- _The task_: Below are the entries. Transcribe exactly the lines from the one with "middle tip: (224, 194)" through the one with "ring pip: (291, 173)", ends included, and leave out all others.

- _Input records_:
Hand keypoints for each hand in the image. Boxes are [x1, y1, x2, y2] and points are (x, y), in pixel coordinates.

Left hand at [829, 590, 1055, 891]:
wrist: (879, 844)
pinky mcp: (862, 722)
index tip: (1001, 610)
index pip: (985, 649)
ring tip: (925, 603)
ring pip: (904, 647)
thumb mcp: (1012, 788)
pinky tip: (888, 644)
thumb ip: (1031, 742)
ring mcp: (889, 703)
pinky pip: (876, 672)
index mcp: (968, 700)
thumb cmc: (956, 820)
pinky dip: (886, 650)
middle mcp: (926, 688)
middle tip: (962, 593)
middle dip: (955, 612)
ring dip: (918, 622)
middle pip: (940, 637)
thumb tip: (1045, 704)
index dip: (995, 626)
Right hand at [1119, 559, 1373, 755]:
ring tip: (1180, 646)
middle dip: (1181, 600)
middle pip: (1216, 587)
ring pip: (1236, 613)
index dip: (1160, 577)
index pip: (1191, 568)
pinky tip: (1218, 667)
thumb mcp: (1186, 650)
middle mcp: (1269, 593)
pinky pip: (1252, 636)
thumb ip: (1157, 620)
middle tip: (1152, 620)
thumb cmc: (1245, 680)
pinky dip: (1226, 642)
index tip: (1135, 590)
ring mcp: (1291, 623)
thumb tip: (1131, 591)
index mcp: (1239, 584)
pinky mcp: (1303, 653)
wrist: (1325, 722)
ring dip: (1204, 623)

==

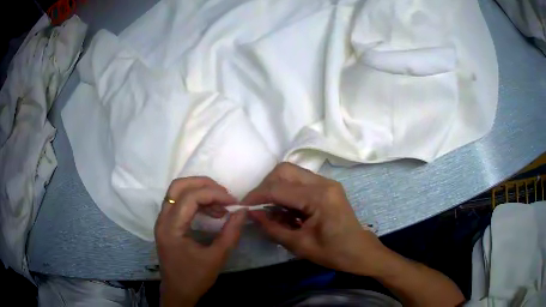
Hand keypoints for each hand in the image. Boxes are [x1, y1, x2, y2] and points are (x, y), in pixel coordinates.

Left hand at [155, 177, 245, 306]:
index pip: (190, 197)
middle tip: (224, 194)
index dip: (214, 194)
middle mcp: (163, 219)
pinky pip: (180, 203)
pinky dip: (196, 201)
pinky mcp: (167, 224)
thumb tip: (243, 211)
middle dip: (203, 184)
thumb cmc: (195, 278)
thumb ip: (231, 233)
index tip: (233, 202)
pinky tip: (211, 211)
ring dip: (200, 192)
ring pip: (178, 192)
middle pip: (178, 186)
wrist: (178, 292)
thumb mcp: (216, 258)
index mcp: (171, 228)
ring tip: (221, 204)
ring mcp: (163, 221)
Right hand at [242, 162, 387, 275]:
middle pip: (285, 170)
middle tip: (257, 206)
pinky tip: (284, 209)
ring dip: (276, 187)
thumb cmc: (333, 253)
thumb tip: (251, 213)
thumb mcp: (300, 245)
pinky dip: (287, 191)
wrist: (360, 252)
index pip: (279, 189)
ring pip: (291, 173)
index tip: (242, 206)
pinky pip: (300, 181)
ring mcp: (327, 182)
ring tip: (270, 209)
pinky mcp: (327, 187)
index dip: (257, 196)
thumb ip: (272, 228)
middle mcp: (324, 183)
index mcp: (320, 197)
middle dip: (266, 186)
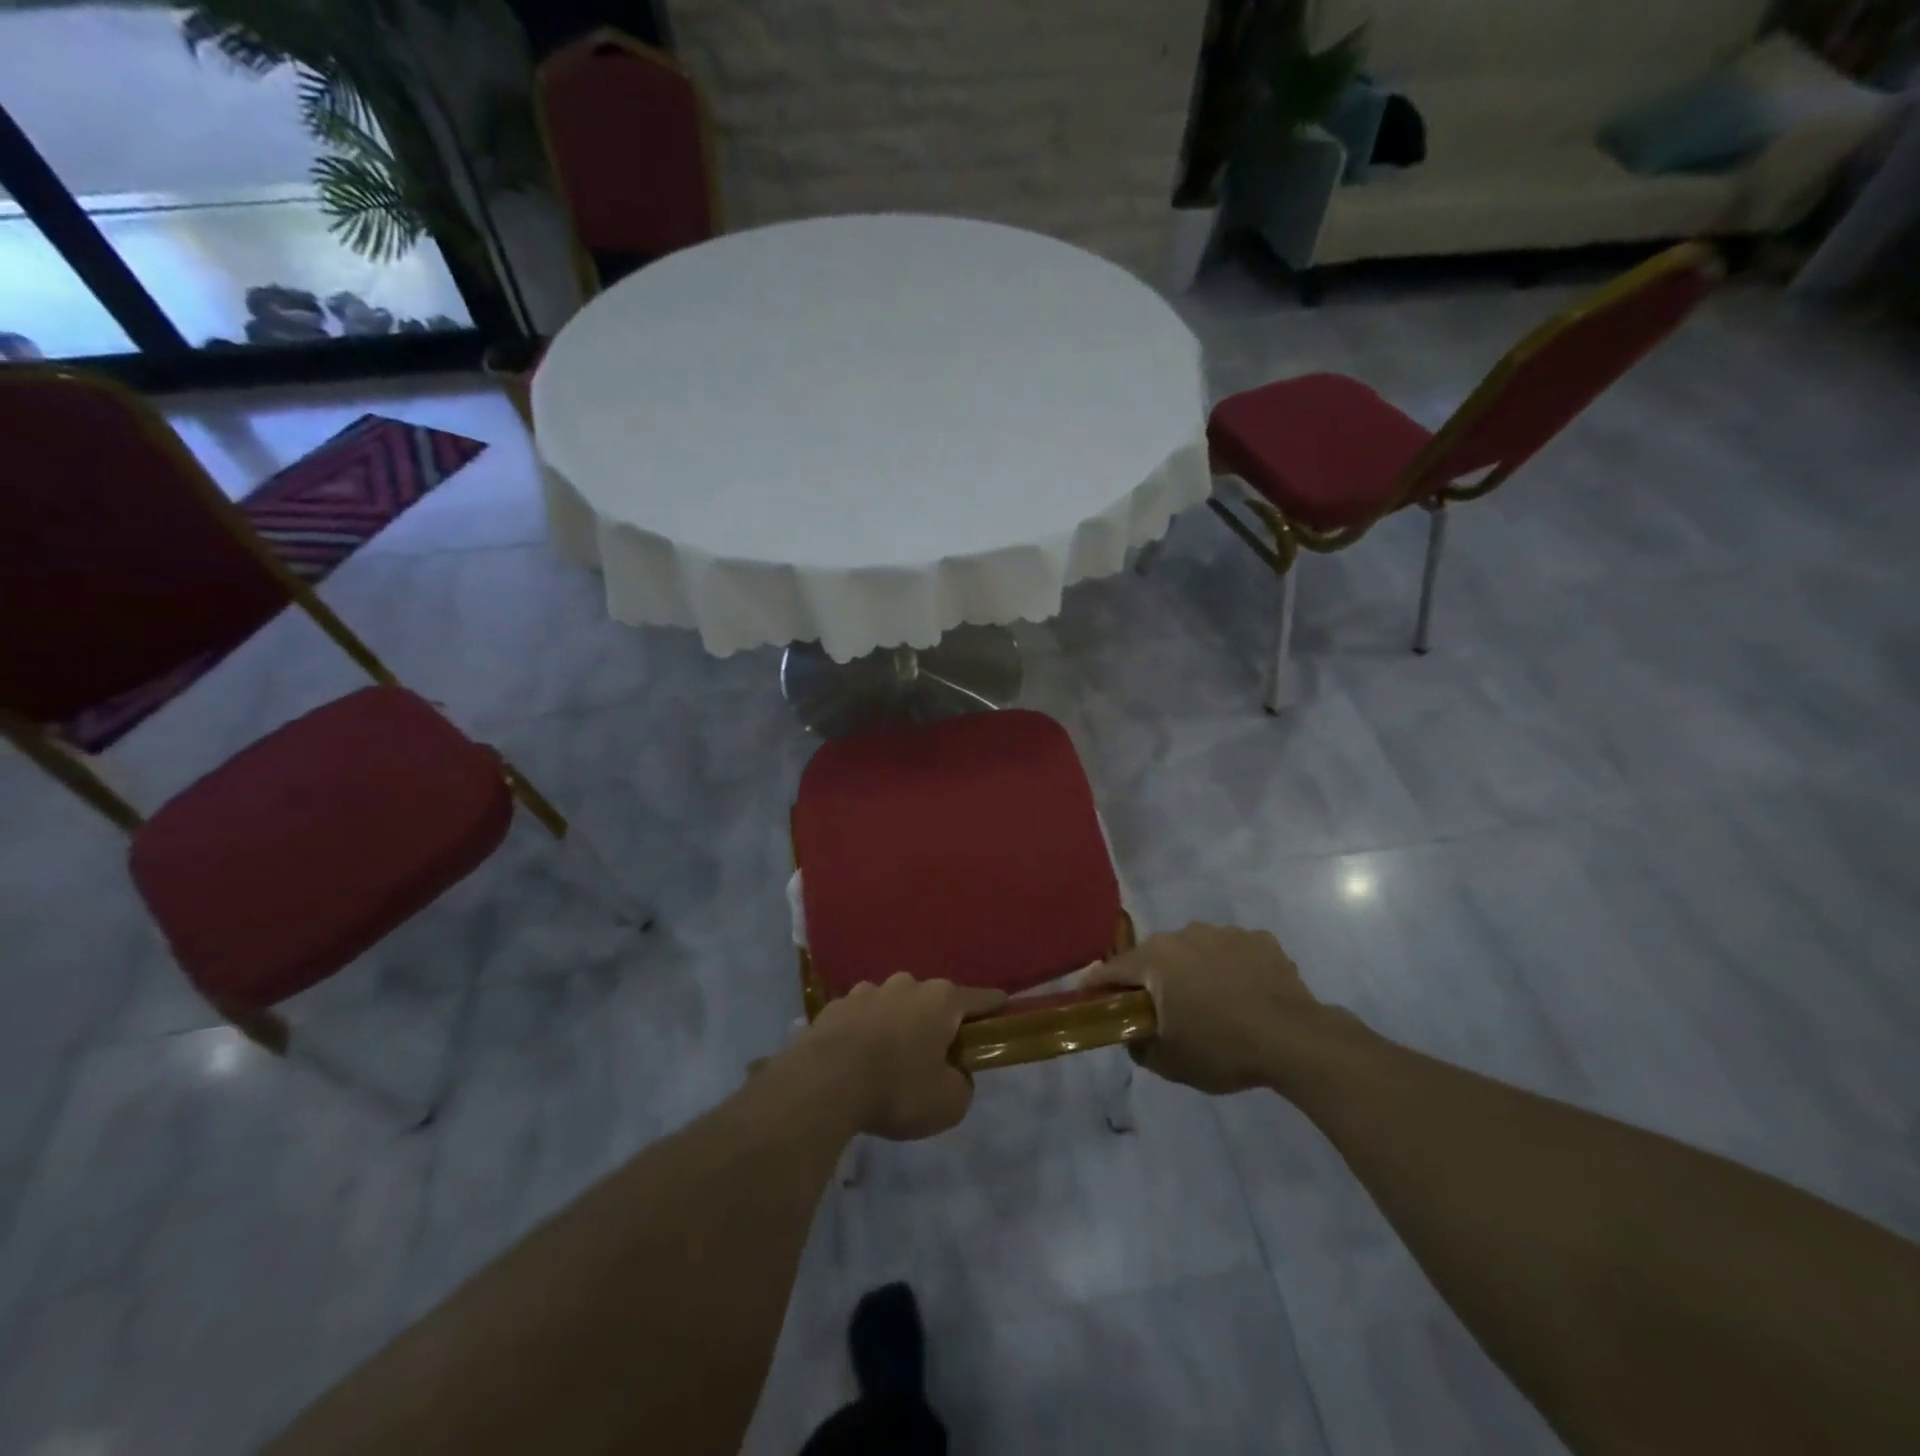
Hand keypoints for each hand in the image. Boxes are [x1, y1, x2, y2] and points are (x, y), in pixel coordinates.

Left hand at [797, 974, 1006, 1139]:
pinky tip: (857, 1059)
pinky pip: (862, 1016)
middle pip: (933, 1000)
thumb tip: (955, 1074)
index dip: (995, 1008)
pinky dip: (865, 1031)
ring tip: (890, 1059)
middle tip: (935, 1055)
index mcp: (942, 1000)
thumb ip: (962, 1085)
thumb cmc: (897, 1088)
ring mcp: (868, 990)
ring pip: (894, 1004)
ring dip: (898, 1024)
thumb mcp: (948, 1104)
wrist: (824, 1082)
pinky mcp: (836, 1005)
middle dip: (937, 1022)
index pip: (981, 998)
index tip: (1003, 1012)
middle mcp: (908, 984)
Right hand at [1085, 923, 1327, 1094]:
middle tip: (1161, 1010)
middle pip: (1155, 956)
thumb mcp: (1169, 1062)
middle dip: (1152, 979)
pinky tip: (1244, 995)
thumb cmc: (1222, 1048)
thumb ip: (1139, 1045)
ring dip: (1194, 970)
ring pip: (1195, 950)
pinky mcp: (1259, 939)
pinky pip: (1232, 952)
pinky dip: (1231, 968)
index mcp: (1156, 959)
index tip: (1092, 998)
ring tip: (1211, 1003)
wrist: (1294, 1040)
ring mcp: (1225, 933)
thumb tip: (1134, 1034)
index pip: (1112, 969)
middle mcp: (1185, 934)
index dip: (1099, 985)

- _Exercise response_:
middle tip: (224, 194)
index dip: (214, 194)
middle mcp: (163, 219)
pinky pip: (180, 203)
pinky dip: (196, 201)
pinky mcp: (167, 224)
thumb tip: (243, 211)
middle dip: (203, 184)
thumb cmc: (195, 278)
thumb ip: (231, 233)
index tip: (233, 202)
pinky tip: (211, 211)
ring dip: (200, 192)
ring pip: (178, 192)
middle pip: (178, 186)
wrist: (178, 292)
thumb mcp: (216, 258)
index mcp: (171, 228)
ring tip: (221, 204)
ring mcp: (163, 221)
Right hand at [242, 162, 387, 275]:
middle pip: (285, 170)
middle tip: (257, 206)
pinky tip: (284, 209)
ring dip: (276, 187)
thumb cmc: (333, 253)
thumb tip: (251, 213)
thumb mcp: (300, 245)
pinky dip: (287, 191)
wrist: (360, 252)
index pip: (279, 189)
ring pip: (291, 173)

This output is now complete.